- Type: Skatepark
- Location: Pine Ridge, South Dakota
- Opened: 2011
- Terrain: Concrete

= Wounded Knee 4-Directions Toby Eagle Bull Memorial Skatepark =

Skatepark in Pine Ridge, South Dakota

The Wounded Knee 4-Directions Toby Eagle Bull Memorial Skatepark, also known as the Toby Eagle Bull Memorial Wounded Knee Four Directions Skate Park & the WK4-Directions TEB Memorial Skatepark, is a concrete skatepark located in Pine Ridge, South Dakota, United States, on the Pine Ridge Indian Reservation. Completed in 2011 by the local community with help from skateboarding organizations, the skatepark features a spectrum of skate obstacles and is dedicated to a young Lakota skater who died in a car accident: Toby Eagle Bull.

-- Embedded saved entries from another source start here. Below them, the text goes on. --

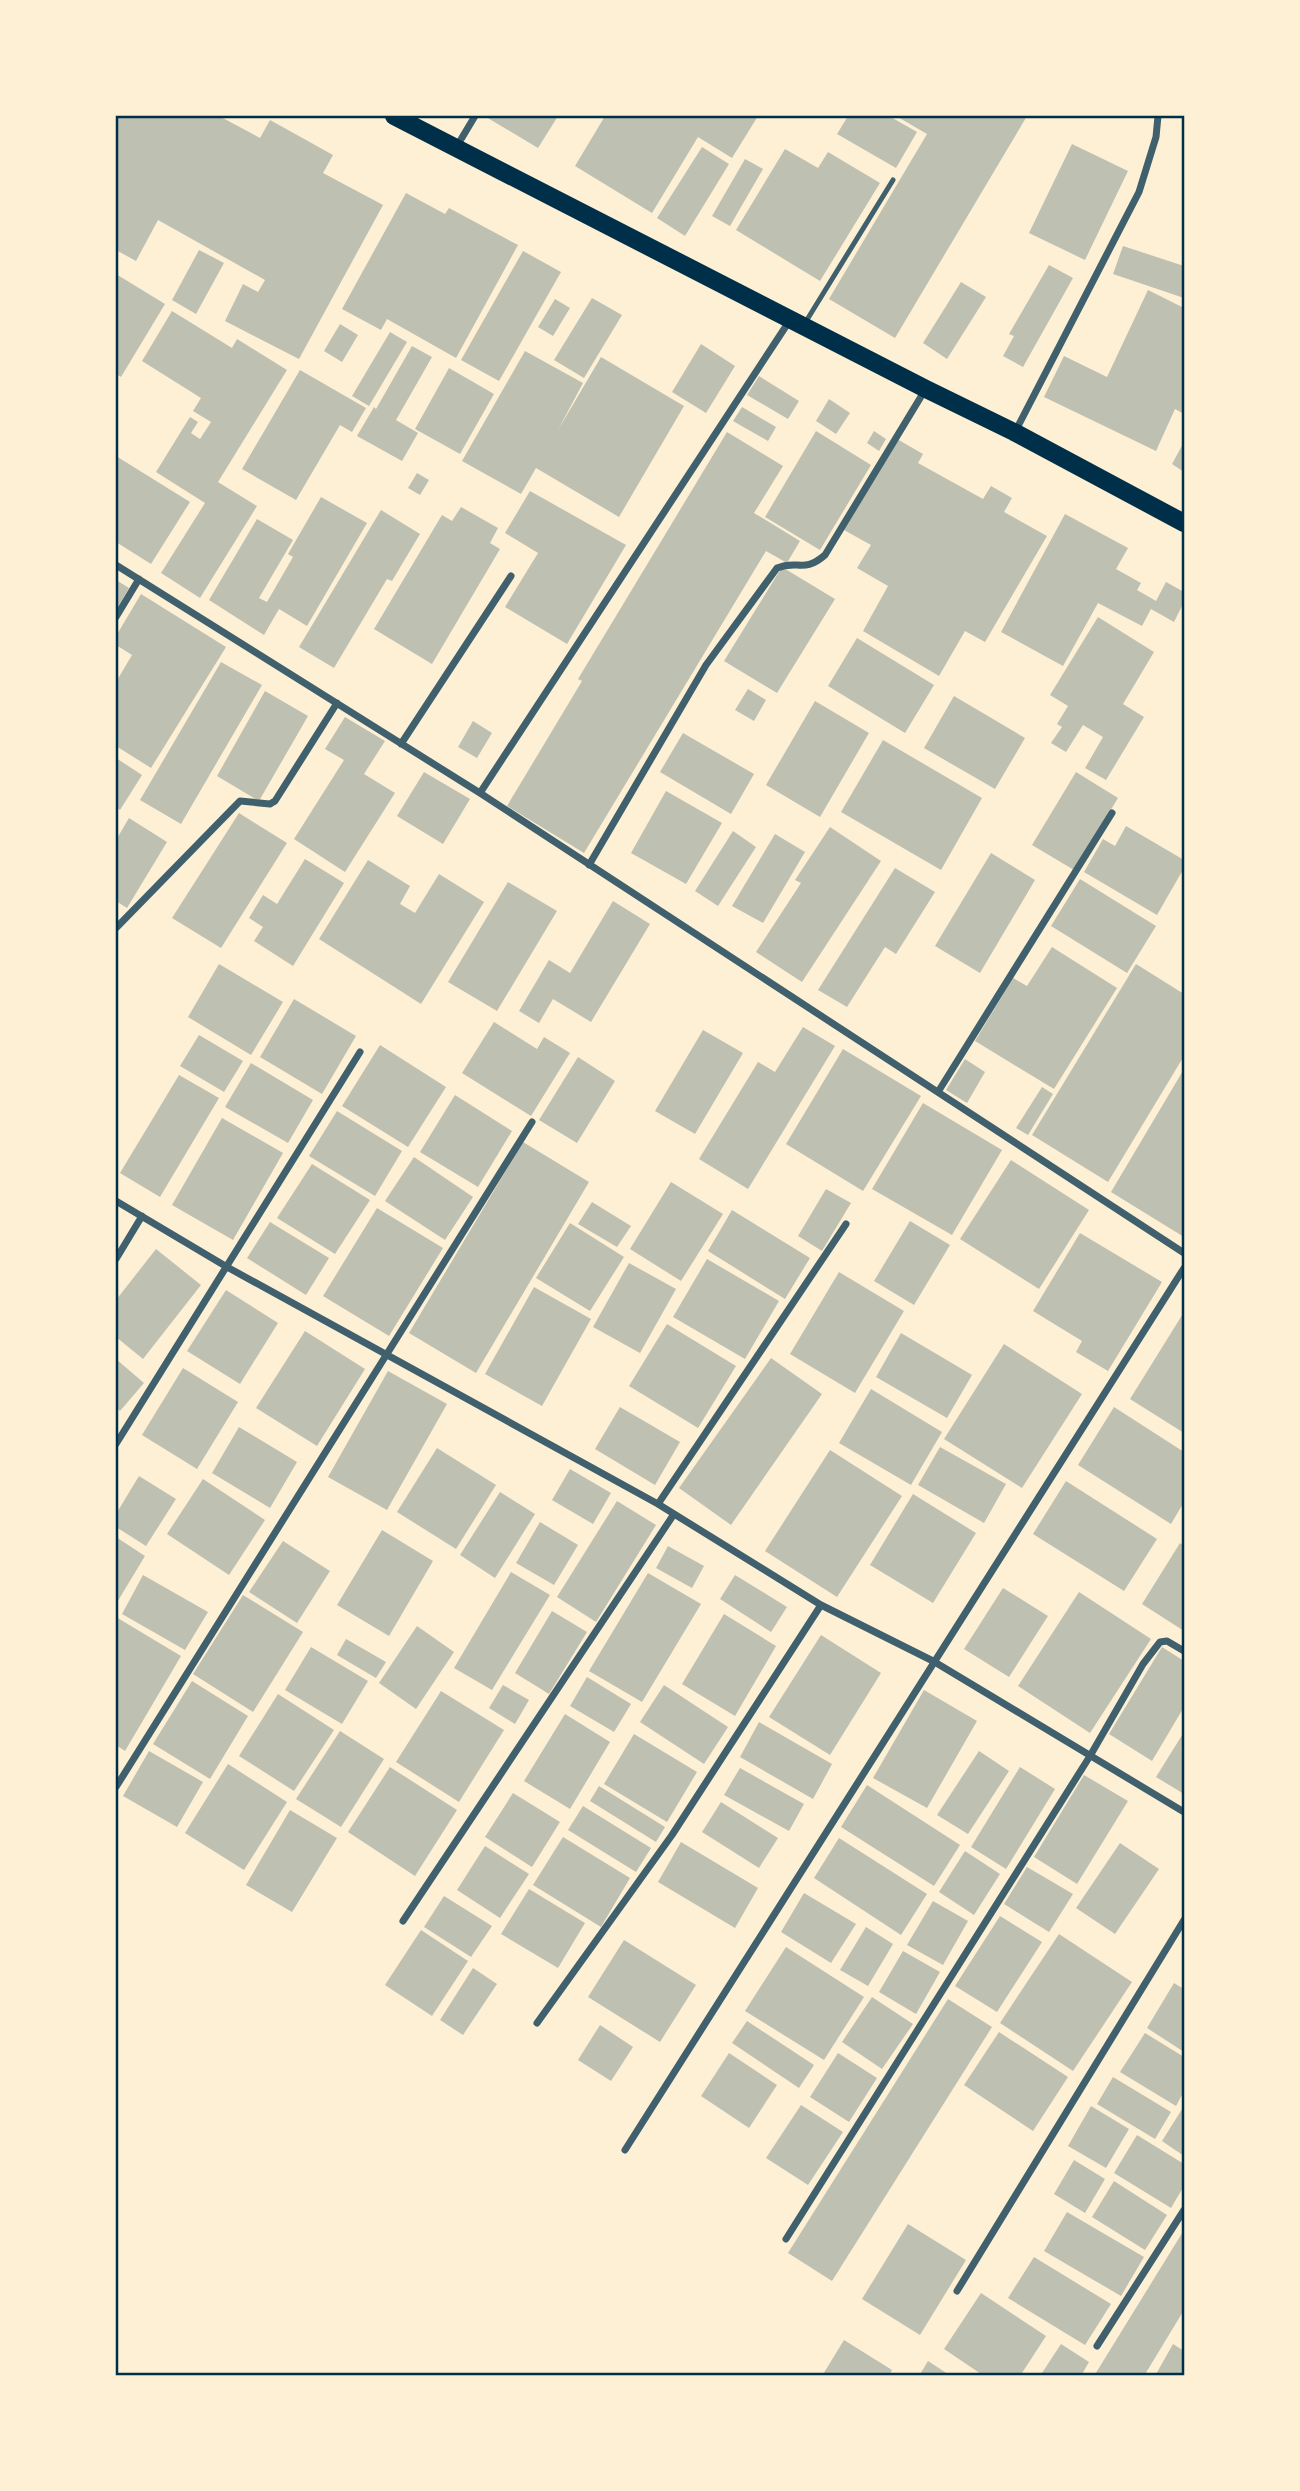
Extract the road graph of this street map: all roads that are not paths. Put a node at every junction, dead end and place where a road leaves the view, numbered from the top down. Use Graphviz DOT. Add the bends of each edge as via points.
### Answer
graph roads {
  1 [pos="394,116"];
  2 [pos="475,116"];
  3 [pos="1158,116"];
  4 [pos="457,146"];
  5 [pos="893,180"];
  6 [pos="797,322"];
  7 [pos="926,389"];
  8 [pos="1014,432"];
  9 [pos="1185,523"];
  10 [pos="116,565"];
  11 [pos="511,576"];
  12 [pos="139,579"];
  13 [pos="116,617"];
  14 [pos="337,703"];
  15 [pos="401,744"];
  16 [pos="480,793"];
  17 [pos="1112,813"];
  18 [pos="589,865"];
  19 [pos="116,928"];
  20 [pos="360,1052"];
  21 [pos="938,1091"];
  22 [pos="532,1122"];
  23 [pos="116,1201"];
  24 [pos="142,1216"];
  25 [pos="846,1224"];
  26 [pos="1185,1253"];
  27 [pos="116,1259"];
  28 [pos="227,1267"];
  29 [pos="1185,1268"];
  30 [pos="387,1353"];
  31 [pos="116,1444"];
  32 [pos="658,1504"];
  33 [pos="674,1514"];
  34 [pos="821,1605"];
  35 [pos="1185,1651"];
  36 [pos="933,1661"];
  37 [pos="1090,1756"];
  38 [pos="116,1787"];
  39 [pos="1185,1812"];
  40 [pos="1185,1920"];
  41 [pos="403,1921"];
  42 [pos="537,2023"];
  43 [pos="625,2150"];
  44 [pos="1185,2210"];
  45 [pos="786,2239"];
  46 [pos="957,2291"];
  47 [pos="1097,2346"];
  1 -- 4 [label="main road"];
  2 -- 4 [label="street"];
  3 -- 8 [label="street" via="1139,192"];
  4 -- 6 [label="main road"];
  5 -- 6 [label="lane"];
  6 -- 7 [label="main road"];
  6 -- 16 [label="street"];
  7 -- 8 [label="main road"];
  7 -- 18 [label="street" via="825,555 808,566 777,568 706,665"];
  8 -- 9 [label="main road"];
  10 -- 12 [label="street"];
  11 -- 15 [label="street"];
  12 -- 13 [label="street"];
  12 -- 14 [label="street"];
  14 -- 15 [label="street"];
  14 -- 19 [label="street" via="275,801 240,801"];
  15 -- 16 [label="street"];
  16 -- 18 [label="street"];
  17 -- 21 [label="street"];
  18 -- 21 [label="street"];
  20 -- 28 [label="street"];
  21 -- 26 [label="street"];
  22 -- 30 [label="street"];
  23 -- 24 [label="street"];
  24 -- 27 [label="street"];
  24 -- 28 [label="street"];
  25 -- 32 [label="street"];
  28 -- 30 [label="street"];
  28 -- 31 [label="street"];
  29 -- 36 [label="street"];
  30 -- 32 [label="street"];
  30 -- 38 [label="street"];
  32 -- 33 [label="street"];
  33 -- 34 [label="street"];
  33 -- 41 [label="street"];
  34 -- 36 [label="street"];
  34 -- 42 [label="street" via="672,1835"];
  35 -- 37 [label="street" via="1160,1642"];
  36 -- 37 [label="street"];
  36 -- 43 [label="street"];
  37 -- 39 [label="street"];
  37 -- 45 [label="street"];
  40 -- 46 [label="street"];
  44 -- 47 [label="street"];
}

The WK4D TOB Memorial Skatepark is located in the Youth Opportunity, or "YO," park, adjacent to the Oglala Lakota Nation powwow grounds, a picnic area, a playground, a basketball court as well as a baseball field.

== History ==
The WK4-Directions Skatepark originated as a DIY-wooden half-pipe located on a tennis court. Walter Pourier travelled to Pine Ridge and worked with students to repair the pipe. The following year, he brought in Grindline Skateparks, led by Mark Hubbard, who built a top-of-the-line skatepark at the location of the old wooden ramp.

The idea for the WK4-Directions Skatepark originated with the group of Pine Ridge Native Walt Pourier, Jim Murphy, Jeff Ament, and Mark "Monk" Hubbard who all shared a grand idea to build a skatepark on the Pine Ridge Indian Reservation. Pearl Jam and VANS collaborated on a skate shoe, donating they money raised from the shoe to help the skatepark raise the money to build the first stage of the skatepark. The Tony Hawk Foundation helped with the park as well, working with the Stronghold Society, a skateboarding non-profit founded by Walt Pourier and Jim Murphy.

=== Family of Toby Eagle Bull skateboard contest ===
The family of Toby Eagle Bull puts on a large skateboard competition every year during the Oglala Lakota Nation Fair and Rodeo.